Given what we do at Trifles and Folly, I see a lot of rituals. Voodoo, Hoodoo, Wiccan, Native American, Christian, and probably all the others as well – there are certain things that we humans need from our sacred space. Words matter, and so do actions. There’s a reason why holy men and women, priests and priestesses, and practitioners, say certain things in a certain way in a certain place at a certain time. Rituals prepare the worker to face the unknown, and they open a thin spot between our reality and somewhere else with a degree of safety. In other words, how you do it matters.

We were on consecrated ground, within the cemetery walls. Father Anne was a consecrated person, ordained in the traditions of her faith. She had an iron cross on a chain around her neck, a protective symbol. And now, as she spoke words that resonated with more than four hundred years of sacred repetition, I could feel power rising around us.
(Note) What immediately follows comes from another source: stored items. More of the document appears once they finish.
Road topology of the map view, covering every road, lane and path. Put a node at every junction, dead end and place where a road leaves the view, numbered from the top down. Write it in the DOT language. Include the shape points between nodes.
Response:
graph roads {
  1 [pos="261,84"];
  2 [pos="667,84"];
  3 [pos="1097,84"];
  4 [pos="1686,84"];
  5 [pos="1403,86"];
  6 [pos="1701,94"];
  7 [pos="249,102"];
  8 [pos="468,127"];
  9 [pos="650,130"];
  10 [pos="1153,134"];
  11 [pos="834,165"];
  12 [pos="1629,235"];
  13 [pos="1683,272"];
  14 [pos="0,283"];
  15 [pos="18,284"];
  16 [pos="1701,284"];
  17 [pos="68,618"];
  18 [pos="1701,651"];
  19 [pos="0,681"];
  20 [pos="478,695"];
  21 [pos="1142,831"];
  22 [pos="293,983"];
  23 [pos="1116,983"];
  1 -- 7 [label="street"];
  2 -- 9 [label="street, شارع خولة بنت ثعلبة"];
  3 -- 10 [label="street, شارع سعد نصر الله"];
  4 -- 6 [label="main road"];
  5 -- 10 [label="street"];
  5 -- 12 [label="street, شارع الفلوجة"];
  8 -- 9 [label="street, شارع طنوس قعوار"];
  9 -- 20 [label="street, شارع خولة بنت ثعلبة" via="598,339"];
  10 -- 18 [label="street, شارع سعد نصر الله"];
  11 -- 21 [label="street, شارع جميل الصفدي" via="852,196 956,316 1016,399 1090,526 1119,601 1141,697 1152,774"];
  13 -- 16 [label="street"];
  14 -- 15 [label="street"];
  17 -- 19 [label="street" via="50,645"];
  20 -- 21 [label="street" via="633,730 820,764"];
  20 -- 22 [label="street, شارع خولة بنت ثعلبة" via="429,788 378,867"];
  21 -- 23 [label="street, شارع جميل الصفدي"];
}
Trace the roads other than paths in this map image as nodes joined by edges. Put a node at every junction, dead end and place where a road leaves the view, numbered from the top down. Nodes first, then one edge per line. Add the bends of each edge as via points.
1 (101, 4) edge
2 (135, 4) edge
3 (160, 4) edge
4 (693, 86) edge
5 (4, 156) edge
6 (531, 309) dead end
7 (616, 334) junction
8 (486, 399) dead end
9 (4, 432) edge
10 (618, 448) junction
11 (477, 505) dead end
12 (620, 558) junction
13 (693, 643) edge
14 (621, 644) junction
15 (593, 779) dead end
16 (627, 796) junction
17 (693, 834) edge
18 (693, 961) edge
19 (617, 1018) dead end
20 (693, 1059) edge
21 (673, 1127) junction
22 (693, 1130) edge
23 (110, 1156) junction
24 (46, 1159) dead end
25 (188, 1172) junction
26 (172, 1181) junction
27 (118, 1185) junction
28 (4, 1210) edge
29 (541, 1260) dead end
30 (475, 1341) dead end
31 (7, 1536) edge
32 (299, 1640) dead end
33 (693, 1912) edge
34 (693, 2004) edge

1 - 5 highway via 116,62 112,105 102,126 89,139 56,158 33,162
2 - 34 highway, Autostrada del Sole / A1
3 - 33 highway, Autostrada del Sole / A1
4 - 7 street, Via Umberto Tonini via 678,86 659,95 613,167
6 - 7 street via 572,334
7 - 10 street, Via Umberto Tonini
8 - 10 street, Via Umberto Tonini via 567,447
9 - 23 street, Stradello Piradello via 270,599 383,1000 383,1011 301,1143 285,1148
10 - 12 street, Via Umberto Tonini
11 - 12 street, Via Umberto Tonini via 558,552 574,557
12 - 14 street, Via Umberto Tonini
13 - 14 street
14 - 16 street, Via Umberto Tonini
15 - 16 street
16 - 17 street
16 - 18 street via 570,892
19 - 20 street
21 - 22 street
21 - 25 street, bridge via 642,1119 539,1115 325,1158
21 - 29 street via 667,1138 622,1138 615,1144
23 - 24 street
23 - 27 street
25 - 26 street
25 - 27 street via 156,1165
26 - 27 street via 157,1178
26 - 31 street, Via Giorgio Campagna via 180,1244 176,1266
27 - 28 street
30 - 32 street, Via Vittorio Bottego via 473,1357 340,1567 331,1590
“Almighty God, with whom do live the spirits of them that depart hence in the Lord...”

I don’t think it was my imagination that the air trembled above the box Father Anne held in her outstretched hand. As Father Anne said the words of the burial rite, the shimmer grew a little more visible.
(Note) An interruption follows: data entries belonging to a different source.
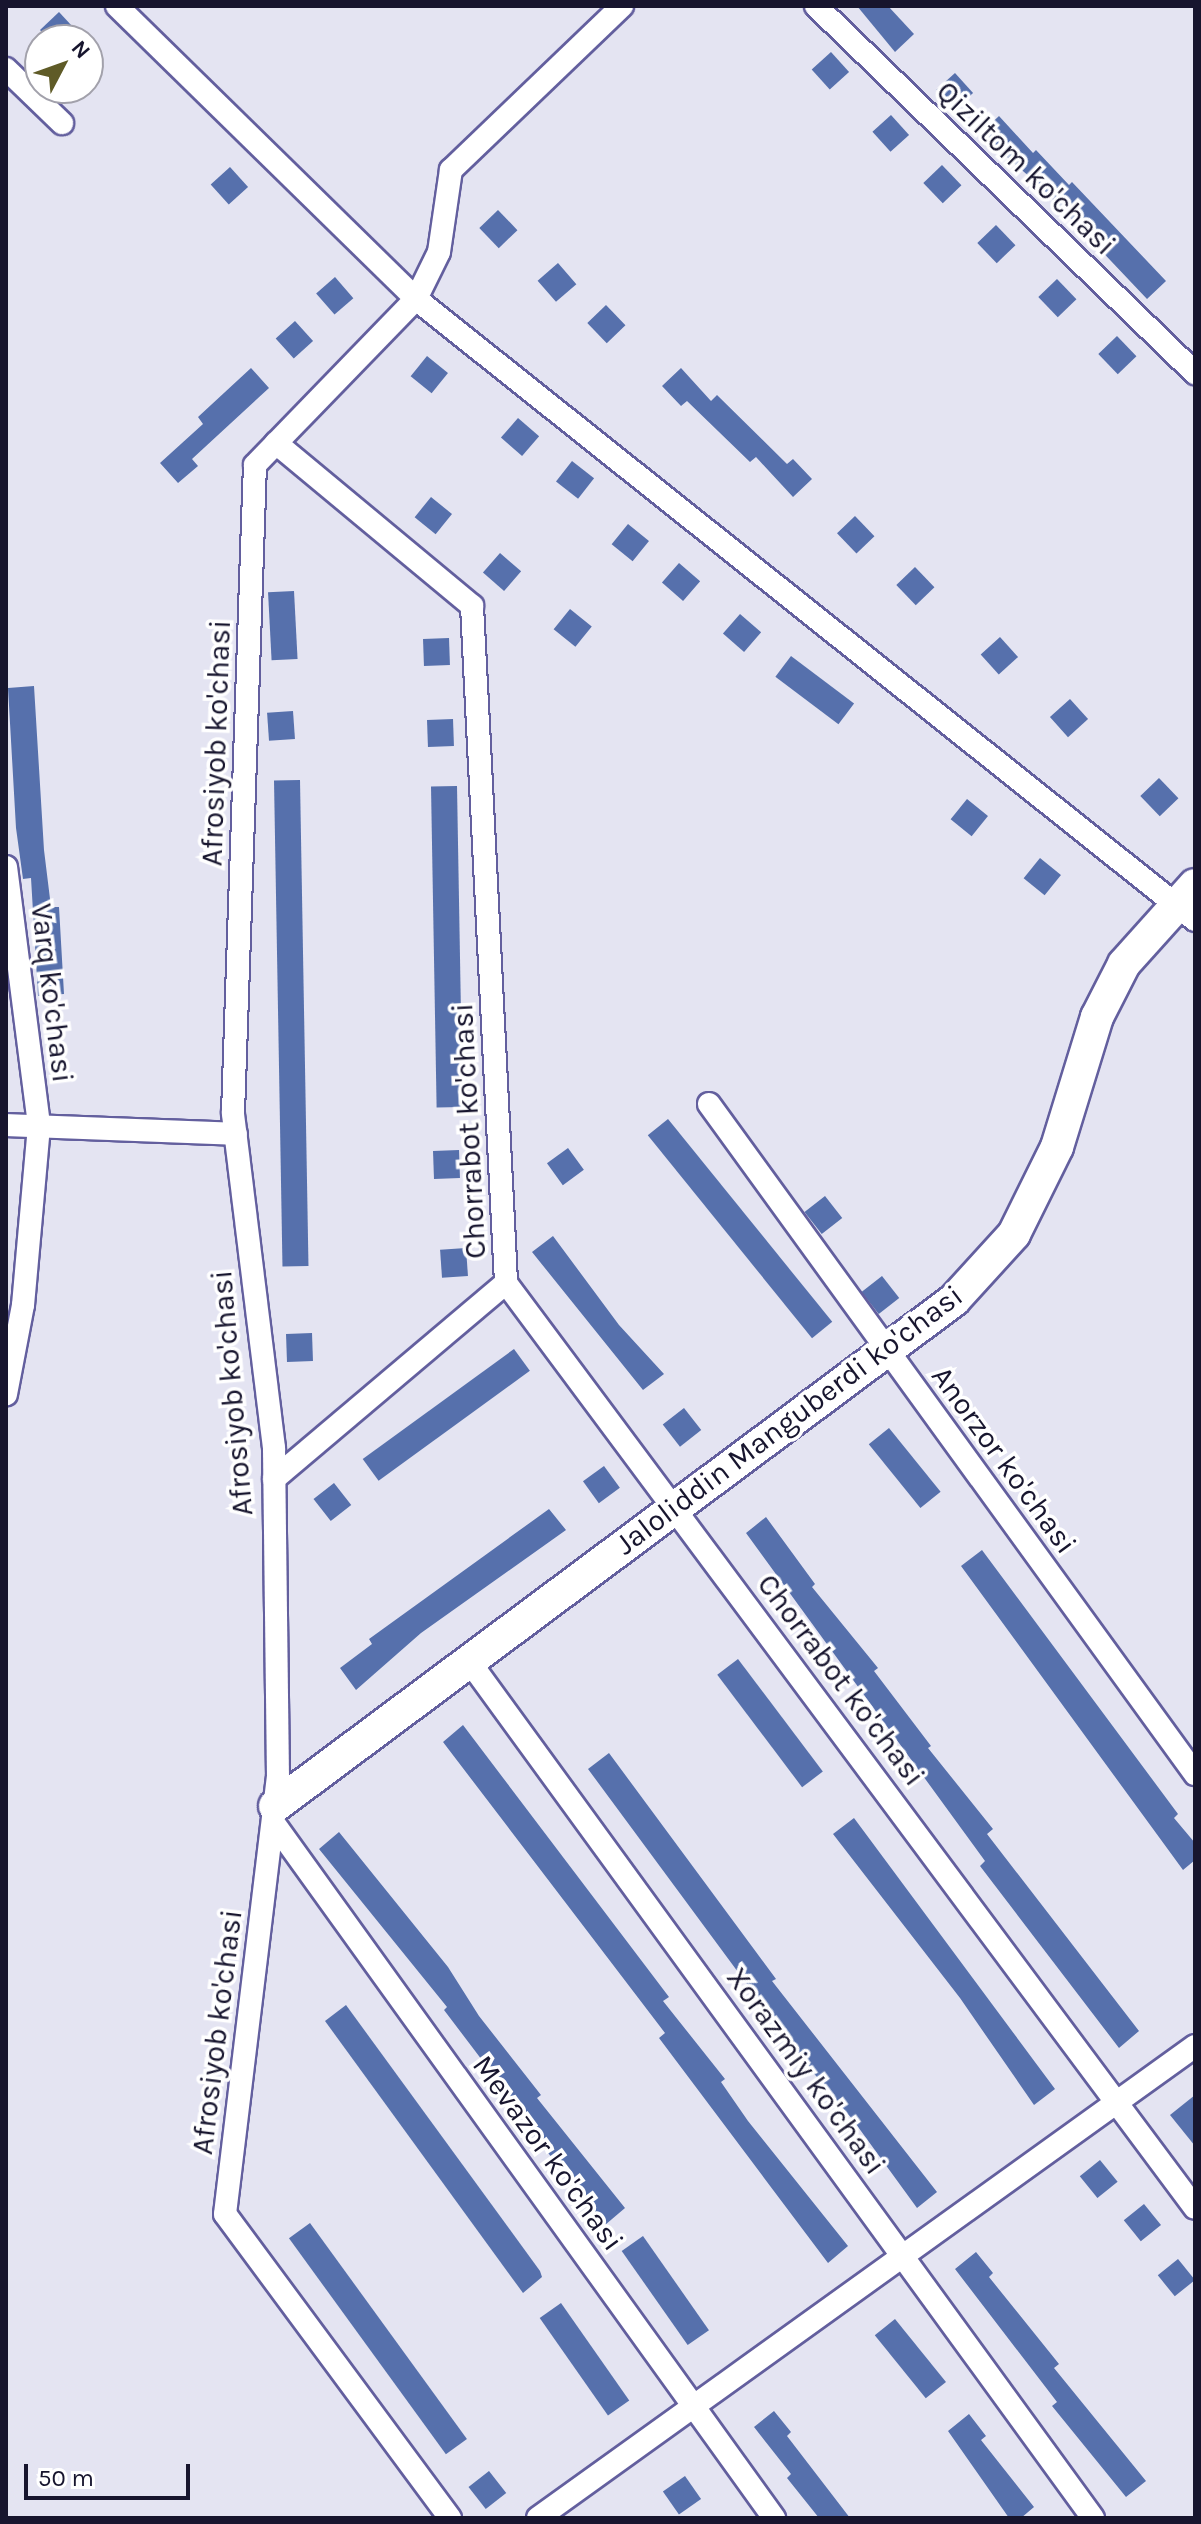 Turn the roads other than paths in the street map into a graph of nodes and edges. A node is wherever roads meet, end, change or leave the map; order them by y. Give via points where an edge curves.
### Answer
1 (117, 6) edge
2 (622, 6) edge
3 (816, 6) edge
4 (6, 69) edge
5 (62, 123) dead end
6 (416, 299) junction
7 (1195, 373) edge
8 (276, 443) junction
9 (6, 867) edge
10 (1188, 903) edge
11 (709, 1104) dead end
12 (6, 1125) edge
13 (39, 1126) junction
14 (236, 1134) junction
15 (506, 1283) junction
16 (887, 1350) junction
17 (6, 1394) edge
18 (274, 1479) junction
19 (676, 1507) junction
20 (469, 1661) junction
21 (1195, 1774) edge
22 (274, 1814) junction
23 (1195, 2046) edge
24 (1116, 2102) junction
25 (1195, 2208) edge
26 (902, 2254) junction
27 (692, 2404) junction
28 (450, 2518) edge
29 (538, 2518) edge
30 (774, 2518) edge
31 (1093, 2518) edge

1 - 6 street
2 - 6 street, Afrosiyob ko'chasi via 451,170 439,252
3 - 7 street, Qiziltom ko'chasi
4 - 5 street
6 - 8 street, Afrosiyob ko'chasi
6 - 10 street
8 - 14 street, Afrosiyob ko'chasi via 255,465
8 - 15 street, Chorrabot ko'chasi via 472,606
9 - 13 street, Varq ko'chasi
10 - 16 street, Jaloliddin Manguberdi ko'chasi via 1124,964 1097,1017 1057,1147 1014,1234 954,1300
11 - 16 street, Anorzor ko'chasi
12 - 13 street, Varq ko'chasi
13 - 14 street, Varq ko'chasi
13 - 17 street, Varq ko'chasi via 23,1305
14 - 18 street, Afrosiyob ko'chasi
15 - 18 street
15 - 19 street, Chorrabot ko'chasi
16 - 19 street, Jaloliddin Manguberdi ko'chasi
16 - 21 street, Anorzor ko'chasi
18 - 22 street, Afrosiyob ko'chasi
19 - 20 street, Jaloliddin Manguberdi ko'chasi
19 - 24 street, Chorrabot ko'chasi
20 - 22 street, Jaloliddin Manguberdi ko'chasi
20 - 26 street, Xorazmiy ko'chasi
22 - 27 street, Mevazor ko'chasi
22 - 28 street, Afrosiyob ko'chasi via 225,2214
23 - 24 street
24 - 25 street, Chorrabot ko'chasi
24 - 26 street
26 - 27 street
26 - 31 street, Xorazmiy ko'chasi
27 - 29 street
27 - 30 street, Mevazor ko'chasi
Father Anne didn’t try to say the whole burial service. That wasn’t why we were here. Tad’s mortal remains were long gone. We came to lay his spirit to rest, and from the subtle iridescence that floated just above the velvet box, I had the feeling that Tad was finally going to be able to move on.

“…be with us all evermore. Amen.” Father Anne finished the prayer, and the faint shimmering glow rippled once and then winked out. She looked at me and held out the box. “Do you want to see if he’s really gone?”
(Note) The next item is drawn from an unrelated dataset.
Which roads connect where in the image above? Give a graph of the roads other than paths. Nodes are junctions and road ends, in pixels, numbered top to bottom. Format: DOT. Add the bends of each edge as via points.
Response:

I nodded and took a deep breath, then reached out to take the box. I felt a tingle of old power, and dimly, I could sense images from the vision I had seen before. But Tad’s lonely ghost had departed. I slipped the box into my pocket. “He’s gone.”

Father Anne smiled. “Well, that’s my good deed for the day, I suppose. Tad was long overdue to make it home.” At first, we didn’t say much as we headed back to our cars. Then I had a question that I couldn’t get out of my mind.

“If you can lay a ghost to rest, how come Charleston has so many restless spirits?”

Father Anne shrugged. “Monkey’s fist.”

“Come again?”

“Didn’t you ever hear the story about how people trap monkeys by putting a banana in a bottle? When the monkey reaches in, his hand fits. But when he makes a fist and grabs the banana, his hand is too big to come out. Unless he lets go of the banana, he’s stuck.”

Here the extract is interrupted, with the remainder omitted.